Эти слова о субстанции, которая, дабы воспринять все, должна оставаться ничем, могут служить великолепной характеристикой Онейроса, существующего только в качестве потенции превращений. Однако, как известно, приведенный пассаж относится к тому, что Платон называет воспринимающим началом, матерью рождения, и что впоследствии в философии будет фигурировать под именем материи. По Платону, это третий – и самый странный – из главных родов бытия, существующий наряду с умозрительным первообразом («отцом») и его зримым отражением, «отпечатком» (ребенком). Платон подчеркивает, что приемлющее начало, которому предстояло вобрать в себя все роды вещей, само должно было быть лишено каких-либо форм иначе через отражение проглядывали бы черты восприемницы. Он обозначает ее как некий невидимый и бесформенный вид, всепринимающий, каким-то совершенно непонятным образом причастный умопостигаемому и совершенно неуловимый.

Этот странный род, говорит Платон, мы видим во сне, а потом, пробудившись, переносим почерпнутые во сне представления о нем на непричастную сну природу истинного бытия.

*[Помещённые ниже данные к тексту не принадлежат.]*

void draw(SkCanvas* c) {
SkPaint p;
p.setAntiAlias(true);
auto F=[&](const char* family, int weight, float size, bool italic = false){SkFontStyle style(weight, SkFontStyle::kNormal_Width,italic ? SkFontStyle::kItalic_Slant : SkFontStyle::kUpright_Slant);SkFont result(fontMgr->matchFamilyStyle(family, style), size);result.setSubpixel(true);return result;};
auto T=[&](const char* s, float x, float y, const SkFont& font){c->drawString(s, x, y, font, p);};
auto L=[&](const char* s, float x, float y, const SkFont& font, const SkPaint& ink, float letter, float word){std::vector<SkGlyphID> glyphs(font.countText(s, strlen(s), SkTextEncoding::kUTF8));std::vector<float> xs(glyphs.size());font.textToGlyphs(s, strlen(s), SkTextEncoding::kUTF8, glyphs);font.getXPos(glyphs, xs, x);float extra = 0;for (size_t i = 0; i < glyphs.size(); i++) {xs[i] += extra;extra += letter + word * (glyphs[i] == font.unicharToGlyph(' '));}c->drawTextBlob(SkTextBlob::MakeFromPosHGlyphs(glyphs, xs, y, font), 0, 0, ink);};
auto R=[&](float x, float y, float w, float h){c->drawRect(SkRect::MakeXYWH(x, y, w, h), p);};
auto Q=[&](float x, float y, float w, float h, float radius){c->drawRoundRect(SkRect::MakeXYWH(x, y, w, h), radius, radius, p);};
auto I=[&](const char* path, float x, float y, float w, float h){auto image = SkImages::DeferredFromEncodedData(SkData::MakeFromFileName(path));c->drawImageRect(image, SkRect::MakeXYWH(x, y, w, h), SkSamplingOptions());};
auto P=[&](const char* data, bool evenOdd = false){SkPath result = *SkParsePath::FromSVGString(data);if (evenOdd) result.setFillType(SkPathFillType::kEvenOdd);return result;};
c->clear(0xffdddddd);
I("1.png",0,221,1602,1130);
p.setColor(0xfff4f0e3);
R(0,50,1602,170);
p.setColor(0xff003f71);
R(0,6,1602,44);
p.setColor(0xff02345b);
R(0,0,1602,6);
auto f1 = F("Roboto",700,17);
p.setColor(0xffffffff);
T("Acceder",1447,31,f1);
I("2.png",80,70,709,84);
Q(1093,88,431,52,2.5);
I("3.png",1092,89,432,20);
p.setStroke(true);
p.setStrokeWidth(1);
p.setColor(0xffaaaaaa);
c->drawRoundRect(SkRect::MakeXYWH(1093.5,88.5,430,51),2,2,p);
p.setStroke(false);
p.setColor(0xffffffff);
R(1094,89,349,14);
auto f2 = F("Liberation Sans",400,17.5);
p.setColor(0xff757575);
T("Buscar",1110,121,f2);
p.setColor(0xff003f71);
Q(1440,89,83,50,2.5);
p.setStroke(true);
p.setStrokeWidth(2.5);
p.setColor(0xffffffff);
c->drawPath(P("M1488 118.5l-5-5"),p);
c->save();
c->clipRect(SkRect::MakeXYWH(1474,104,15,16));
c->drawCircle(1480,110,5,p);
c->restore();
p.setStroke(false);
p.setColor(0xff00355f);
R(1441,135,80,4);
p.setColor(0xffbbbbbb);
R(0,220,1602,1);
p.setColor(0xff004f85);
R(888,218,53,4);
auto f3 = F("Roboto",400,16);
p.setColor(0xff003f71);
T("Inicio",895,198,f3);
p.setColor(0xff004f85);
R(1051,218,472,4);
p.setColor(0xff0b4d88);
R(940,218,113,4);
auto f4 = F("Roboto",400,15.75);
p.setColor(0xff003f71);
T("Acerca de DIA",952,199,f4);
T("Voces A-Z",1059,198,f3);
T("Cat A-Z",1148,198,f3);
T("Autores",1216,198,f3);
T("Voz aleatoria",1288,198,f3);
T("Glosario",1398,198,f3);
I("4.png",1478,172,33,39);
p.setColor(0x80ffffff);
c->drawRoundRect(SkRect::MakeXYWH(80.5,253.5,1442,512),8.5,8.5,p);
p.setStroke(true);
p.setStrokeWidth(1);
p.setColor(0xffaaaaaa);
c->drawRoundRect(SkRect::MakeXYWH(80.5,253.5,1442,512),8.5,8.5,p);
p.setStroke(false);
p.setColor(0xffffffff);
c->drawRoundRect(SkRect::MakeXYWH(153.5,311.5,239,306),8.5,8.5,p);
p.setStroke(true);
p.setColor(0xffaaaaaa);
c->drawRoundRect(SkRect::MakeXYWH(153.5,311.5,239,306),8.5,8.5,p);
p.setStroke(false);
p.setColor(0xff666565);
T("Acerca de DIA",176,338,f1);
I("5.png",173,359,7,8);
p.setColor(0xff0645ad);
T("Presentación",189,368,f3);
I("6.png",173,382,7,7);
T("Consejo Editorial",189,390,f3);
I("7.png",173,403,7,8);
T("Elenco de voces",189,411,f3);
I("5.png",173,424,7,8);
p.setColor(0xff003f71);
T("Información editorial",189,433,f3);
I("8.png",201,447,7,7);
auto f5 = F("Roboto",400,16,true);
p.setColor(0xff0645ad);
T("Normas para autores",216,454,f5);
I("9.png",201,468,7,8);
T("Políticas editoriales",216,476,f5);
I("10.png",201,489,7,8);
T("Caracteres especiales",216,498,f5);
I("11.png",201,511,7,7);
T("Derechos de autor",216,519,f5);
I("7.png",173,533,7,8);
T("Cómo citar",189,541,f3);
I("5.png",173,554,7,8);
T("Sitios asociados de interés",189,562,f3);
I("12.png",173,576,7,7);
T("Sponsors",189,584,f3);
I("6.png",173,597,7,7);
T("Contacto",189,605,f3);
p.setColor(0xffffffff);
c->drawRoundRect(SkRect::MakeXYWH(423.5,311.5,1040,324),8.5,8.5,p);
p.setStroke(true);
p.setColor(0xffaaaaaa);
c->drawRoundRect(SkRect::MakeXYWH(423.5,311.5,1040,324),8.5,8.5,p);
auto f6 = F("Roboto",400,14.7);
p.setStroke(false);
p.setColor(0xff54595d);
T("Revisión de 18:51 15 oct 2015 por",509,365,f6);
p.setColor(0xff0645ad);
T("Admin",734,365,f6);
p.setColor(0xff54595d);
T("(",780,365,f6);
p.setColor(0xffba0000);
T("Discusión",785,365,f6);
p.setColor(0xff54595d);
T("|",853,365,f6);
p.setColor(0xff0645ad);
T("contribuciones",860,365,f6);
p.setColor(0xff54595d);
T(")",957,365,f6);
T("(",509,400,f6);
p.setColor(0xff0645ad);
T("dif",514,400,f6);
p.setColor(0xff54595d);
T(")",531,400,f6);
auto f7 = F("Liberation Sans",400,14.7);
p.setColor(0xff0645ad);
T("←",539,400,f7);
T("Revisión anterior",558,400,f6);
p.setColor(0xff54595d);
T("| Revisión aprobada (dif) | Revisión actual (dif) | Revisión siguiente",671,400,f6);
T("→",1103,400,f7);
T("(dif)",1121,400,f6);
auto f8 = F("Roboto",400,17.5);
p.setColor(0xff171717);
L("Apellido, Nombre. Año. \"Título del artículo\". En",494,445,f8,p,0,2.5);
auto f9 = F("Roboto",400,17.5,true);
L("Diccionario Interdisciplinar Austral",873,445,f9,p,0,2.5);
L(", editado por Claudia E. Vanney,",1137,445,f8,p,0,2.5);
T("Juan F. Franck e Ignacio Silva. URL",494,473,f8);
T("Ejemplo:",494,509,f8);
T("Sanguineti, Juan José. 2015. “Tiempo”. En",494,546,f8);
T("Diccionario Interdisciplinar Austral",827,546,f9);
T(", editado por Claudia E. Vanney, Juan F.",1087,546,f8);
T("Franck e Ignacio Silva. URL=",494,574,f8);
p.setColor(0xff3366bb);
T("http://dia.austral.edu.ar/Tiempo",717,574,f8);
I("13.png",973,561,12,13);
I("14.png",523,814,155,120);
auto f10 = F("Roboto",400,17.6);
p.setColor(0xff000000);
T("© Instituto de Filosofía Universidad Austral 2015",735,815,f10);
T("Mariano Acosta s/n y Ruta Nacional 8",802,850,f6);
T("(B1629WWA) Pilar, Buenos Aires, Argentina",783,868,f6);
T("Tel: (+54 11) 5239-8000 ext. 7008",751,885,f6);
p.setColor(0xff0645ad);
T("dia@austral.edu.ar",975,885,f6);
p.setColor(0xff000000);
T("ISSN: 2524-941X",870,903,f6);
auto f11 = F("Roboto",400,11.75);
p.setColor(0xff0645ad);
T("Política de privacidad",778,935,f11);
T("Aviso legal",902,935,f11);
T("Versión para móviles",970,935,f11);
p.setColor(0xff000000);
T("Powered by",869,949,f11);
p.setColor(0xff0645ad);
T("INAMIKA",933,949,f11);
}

Таким образом, о сне Платон говорит как о способе, которым мы подглядываем «хору» – парадоксальный «невидимый вид», который позднее обозначается как хюлэ, материя. Исходя из этого, можно говорить о трех видах зримого по Платону. Первое – это квази-зрительность умопостигаемого мира, здесь существуют чистые эйдосы, умные фигуры и умные числа, не отягощенные чувственным зрением, созерцание здесь – лишь метафора. Второе – зримость чувственного мира, в котором – при правильном настрое ума и души – можно увидеть отпечатки умопостигаемых эйдосов. И третий вид зримости – бессущностная зримость сновидения. Визуальность и фигуративность сновидения – призрачны. Это некий псевдо-эйдос, не поддерживаемый умопостигаемыми формами. Сон – это не сфера Ума, а сфера Материи, в которой, по Платону, любая фигура есть кратковременное существование, идущее в бесконечную переплавку. Так, парадоксальным образом бесплотность сновидений оказывается принадлежностью самой сущности материального.